### Exercise aim
Could you write out the opening lines of the data, word for word, stopping after the line that contains "48, 87, 5);"?

===============

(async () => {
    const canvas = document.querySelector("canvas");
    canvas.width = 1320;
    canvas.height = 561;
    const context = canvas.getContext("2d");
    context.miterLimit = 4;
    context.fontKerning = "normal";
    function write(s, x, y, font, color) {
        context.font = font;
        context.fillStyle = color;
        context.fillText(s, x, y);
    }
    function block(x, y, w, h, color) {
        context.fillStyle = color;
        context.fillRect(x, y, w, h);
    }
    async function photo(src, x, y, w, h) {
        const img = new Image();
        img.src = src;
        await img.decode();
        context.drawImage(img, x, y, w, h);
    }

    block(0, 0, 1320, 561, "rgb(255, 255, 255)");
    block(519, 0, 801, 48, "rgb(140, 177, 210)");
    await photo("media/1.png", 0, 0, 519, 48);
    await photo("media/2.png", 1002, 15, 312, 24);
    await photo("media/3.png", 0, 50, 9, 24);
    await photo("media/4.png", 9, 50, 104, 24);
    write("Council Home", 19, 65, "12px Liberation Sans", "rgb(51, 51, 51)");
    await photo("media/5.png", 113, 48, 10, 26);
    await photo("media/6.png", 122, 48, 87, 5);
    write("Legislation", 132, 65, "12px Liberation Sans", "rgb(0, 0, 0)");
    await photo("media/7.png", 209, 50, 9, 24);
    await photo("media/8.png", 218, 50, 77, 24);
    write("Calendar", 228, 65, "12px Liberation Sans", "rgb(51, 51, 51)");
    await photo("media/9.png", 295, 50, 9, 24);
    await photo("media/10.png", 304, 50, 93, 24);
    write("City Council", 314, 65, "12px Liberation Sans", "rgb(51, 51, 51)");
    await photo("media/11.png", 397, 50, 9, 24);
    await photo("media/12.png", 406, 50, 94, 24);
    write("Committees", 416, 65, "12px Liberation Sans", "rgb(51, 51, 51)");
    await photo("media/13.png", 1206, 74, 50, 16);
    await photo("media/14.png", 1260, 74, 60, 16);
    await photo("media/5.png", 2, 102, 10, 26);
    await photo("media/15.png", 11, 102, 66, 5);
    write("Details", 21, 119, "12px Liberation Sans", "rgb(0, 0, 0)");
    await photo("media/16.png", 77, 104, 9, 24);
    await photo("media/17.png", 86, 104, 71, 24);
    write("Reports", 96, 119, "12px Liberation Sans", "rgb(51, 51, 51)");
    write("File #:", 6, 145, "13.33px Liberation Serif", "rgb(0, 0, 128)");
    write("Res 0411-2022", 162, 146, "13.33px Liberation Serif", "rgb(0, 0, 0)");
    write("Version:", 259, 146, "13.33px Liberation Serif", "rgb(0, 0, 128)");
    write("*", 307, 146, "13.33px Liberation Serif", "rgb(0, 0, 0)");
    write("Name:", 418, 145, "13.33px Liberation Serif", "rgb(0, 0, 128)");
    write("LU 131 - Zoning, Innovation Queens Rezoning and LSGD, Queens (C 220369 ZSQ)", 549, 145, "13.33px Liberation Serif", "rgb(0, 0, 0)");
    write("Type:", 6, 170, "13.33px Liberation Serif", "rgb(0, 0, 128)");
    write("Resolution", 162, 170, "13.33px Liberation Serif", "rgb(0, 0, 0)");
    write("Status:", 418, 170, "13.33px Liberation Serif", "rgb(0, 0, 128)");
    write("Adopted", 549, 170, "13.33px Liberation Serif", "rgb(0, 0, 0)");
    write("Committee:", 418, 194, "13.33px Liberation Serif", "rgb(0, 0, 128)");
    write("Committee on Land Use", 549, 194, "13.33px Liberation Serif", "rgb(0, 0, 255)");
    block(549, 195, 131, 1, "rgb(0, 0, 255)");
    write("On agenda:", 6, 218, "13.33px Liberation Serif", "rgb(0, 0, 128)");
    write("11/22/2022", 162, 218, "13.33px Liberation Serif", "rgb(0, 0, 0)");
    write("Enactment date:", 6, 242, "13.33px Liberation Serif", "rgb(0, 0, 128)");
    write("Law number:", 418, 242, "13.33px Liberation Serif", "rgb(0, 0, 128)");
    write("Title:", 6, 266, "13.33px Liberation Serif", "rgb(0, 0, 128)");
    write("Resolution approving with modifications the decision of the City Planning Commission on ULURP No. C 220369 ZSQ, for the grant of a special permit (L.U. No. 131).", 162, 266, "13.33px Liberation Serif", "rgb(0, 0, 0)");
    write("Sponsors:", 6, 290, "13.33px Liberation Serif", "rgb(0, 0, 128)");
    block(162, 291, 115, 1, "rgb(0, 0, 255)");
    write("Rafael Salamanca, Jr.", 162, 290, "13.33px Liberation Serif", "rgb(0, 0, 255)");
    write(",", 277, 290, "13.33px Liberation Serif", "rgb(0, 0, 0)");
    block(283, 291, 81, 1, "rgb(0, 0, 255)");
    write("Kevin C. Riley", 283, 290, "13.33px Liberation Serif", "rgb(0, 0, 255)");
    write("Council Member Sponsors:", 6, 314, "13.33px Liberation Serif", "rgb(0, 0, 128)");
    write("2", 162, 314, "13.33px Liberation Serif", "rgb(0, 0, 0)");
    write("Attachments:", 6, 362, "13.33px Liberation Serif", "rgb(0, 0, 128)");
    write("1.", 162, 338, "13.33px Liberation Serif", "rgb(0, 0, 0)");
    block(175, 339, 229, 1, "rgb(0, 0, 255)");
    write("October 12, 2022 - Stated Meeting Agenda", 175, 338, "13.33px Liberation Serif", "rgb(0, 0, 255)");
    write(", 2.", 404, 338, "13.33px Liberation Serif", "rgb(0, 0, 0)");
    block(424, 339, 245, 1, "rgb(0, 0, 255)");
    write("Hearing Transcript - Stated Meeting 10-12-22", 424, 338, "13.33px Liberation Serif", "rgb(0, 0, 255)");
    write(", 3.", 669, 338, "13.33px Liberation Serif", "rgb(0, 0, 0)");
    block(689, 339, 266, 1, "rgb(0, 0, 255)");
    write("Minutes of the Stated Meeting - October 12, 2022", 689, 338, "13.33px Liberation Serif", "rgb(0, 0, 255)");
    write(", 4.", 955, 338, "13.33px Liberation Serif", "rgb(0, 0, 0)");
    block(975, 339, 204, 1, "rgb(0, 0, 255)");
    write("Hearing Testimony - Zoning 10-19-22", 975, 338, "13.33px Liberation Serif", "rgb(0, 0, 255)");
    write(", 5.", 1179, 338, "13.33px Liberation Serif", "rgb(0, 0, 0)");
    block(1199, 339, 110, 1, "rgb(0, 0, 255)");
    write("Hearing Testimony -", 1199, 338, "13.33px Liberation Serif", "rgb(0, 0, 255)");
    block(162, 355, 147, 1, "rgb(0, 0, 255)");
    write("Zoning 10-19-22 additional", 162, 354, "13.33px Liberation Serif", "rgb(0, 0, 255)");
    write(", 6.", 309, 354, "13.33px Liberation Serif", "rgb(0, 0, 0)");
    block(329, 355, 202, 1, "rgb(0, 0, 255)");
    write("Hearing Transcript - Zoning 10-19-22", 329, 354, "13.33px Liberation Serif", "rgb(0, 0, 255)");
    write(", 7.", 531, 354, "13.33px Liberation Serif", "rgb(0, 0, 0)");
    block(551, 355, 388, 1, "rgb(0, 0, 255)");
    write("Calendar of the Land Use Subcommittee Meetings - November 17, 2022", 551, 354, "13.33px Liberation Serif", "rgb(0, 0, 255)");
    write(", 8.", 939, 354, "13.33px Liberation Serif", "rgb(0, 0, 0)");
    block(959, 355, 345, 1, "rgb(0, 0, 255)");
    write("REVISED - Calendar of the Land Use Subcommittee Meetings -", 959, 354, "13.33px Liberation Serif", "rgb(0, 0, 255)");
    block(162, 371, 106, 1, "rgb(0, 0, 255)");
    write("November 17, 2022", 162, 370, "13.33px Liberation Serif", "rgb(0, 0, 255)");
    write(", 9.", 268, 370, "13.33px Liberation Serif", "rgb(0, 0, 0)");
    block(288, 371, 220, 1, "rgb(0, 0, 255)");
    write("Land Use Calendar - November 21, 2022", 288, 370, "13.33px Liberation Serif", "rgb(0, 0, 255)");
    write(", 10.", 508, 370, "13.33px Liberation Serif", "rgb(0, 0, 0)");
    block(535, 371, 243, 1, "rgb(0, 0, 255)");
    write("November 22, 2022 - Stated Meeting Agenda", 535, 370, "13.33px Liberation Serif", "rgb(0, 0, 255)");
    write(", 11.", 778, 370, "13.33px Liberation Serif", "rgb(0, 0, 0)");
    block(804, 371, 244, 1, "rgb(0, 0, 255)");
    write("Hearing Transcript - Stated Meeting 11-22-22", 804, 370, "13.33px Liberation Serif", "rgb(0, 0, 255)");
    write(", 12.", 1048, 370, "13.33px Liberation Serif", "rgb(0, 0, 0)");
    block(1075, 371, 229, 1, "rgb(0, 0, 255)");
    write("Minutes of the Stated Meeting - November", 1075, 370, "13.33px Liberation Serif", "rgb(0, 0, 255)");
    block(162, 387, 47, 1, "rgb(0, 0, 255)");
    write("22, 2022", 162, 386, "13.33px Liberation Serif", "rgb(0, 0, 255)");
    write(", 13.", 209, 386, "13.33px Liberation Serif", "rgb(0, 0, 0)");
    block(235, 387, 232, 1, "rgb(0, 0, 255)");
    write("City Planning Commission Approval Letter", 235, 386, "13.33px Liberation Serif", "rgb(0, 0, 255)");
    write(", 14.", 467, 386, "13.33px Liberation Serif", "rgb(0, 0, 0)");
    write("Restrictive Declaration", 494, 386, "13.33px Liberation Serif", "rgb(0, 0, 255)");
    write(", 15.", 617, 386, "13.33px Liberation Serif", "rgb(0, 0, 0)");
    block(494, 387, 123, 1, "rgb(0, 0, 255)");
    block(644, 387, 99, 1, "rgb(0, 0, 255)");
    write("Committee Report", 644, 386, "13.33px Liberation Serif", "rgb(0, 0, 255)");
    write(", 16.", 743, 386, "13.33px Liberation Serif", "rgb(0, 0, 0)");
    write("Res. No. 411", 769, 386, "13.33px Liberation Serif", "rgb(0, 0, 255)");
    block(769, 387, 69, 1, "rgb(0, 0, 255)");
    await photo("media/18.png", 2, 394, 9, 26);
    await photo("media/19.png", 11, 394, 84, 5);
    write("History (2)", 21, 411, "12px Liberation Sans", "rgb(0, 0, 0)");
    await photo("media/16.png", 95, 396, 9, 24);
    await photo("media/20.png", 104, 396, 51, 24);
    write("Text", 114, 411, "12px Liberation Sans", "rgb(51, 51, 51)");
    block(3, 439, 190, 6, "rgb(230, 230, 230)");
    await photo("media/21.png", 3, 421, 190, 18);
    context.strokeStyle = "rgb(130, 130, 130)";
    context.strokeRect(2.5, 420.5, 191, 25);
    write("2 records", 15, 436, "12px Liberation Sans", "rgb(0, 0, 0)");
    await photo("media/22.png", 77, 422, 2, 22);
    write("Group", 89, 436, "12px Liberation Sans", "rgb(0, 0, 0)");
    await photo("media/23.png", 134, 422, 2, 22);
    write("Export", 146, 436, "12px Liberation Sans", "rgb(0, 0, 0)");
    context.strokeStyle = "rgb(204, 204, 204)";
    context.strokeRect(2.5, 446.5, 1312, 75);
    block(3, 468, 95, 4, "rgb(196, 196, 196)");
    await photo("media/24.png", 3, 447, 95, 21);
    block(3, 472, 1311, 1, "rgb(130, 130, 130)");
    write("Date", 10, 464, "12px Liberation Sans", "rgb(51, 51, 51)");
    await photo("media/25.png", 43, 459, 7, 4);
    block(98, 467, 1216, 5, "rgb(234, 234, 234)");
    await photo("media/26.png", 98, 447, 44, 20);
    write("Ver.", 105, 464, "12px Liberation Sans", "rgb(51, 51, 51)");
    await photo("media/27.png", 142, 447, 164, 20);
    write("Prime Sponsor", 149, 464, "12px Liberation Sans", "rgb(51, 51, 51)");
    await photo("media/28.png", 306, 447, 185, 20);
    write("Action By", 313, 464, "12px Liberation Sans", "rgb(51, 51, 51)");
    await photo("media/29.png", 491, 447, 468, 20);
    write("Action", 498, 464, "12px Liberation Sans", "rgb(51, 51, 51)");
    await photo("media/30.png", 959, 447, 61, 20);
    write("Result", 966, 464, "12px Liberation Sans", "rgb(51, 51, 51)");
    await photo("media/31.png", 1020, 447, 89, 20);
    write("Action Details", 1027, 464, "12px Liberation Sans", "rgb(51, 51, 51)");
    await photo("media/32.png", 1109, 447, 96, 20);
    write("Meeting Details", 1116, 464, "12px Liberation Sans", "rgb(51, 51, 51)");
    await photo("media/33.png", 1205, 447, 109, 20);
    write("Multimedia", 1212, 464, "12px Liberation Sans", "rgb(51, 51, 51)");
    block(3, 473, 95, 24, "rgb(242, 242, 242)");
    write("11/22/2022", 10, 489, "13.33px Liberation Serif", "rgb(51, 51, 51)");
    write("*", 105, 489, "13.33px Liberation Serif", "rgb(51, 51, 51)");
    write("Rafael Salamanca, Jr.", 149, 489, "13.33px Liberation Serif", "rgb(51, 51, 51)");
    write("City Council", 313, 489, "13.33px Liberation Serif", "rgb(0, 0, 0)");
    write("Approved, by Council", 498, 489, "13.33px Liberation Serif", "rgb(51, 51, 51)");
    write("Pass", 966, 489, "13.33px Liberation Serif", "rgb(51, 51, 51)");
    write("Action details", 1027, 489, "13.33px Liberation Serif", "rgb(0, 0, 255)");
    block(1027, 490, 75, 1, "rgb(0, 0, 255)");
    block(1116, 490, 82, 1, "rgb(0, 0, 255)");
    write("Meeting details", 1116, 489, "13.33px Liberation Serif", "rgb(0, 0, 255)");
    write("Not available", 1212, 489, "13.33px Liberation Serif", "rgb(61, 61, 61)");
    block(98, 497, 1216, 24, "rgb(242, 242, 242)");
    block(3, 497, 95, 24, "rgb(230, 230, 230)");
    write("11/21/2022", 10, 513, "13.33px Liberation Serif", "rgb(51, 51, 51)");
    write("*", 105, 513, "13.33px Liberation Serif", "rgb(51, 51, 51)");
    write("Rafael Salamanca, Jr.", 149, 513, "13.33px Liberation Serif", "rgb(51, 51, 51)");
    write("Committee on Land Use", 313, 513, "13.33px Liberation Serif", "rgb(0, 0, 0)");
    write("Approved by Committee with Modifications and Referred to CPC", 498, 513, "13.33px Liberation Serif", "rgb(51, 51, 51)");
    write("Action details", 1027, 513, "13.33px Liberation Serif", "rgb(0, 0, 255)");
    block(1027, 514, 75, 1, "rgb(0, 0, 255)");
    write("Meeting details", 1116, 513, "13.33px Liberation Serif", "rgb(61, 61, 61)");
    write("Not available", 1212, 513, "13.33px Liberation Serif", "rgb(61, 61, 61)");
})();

===============

### The answer
(async () => {
    const canvas = document.querySelector("canvas");
    canvas.width = 1320;
    canvas.height = 561;
    const context = canvas.getContext("2d");
    context.miterLimit = 4;
    context.fontKerning = "normal";
    function write(s, x, y, font, color) {
        context.font = font;
        context.fillStyle = color;
        context.fillText(s, x, y);
    }
    function block(x, y, w, h, color) {
        context.fillStyle = color;
        context.fillRect(x, y, w, h);
    }
    async function photo(src, x, y, w, h) {
        const img = new Image();
        img.src = src;
        await img.decode();
        context.drawImage(img, x, y, w, h);
    }

    block(0, 0, 1320, 561, "rgb(255, 255, 255)");
    block(519, 0, 801, 48, "rgb(140, 177, 210)");
    await photo("media/1.png", 0, 0, 519, 48);
    await photo("media/2.png", 1002, 15, 312, 24);
    await photo("media/3.png", 0, 50, 9, 24);
    await photo("media/4.png", 9, 50, 104, 24);
    write("Council Home", 19, 65, "12px Liberation Sans", "rgb(51, 51, 51)");
    await photo("media/5.png", 113, 48, 10, 26);
    await photo("media/6.png", 122, 48, 87, 5);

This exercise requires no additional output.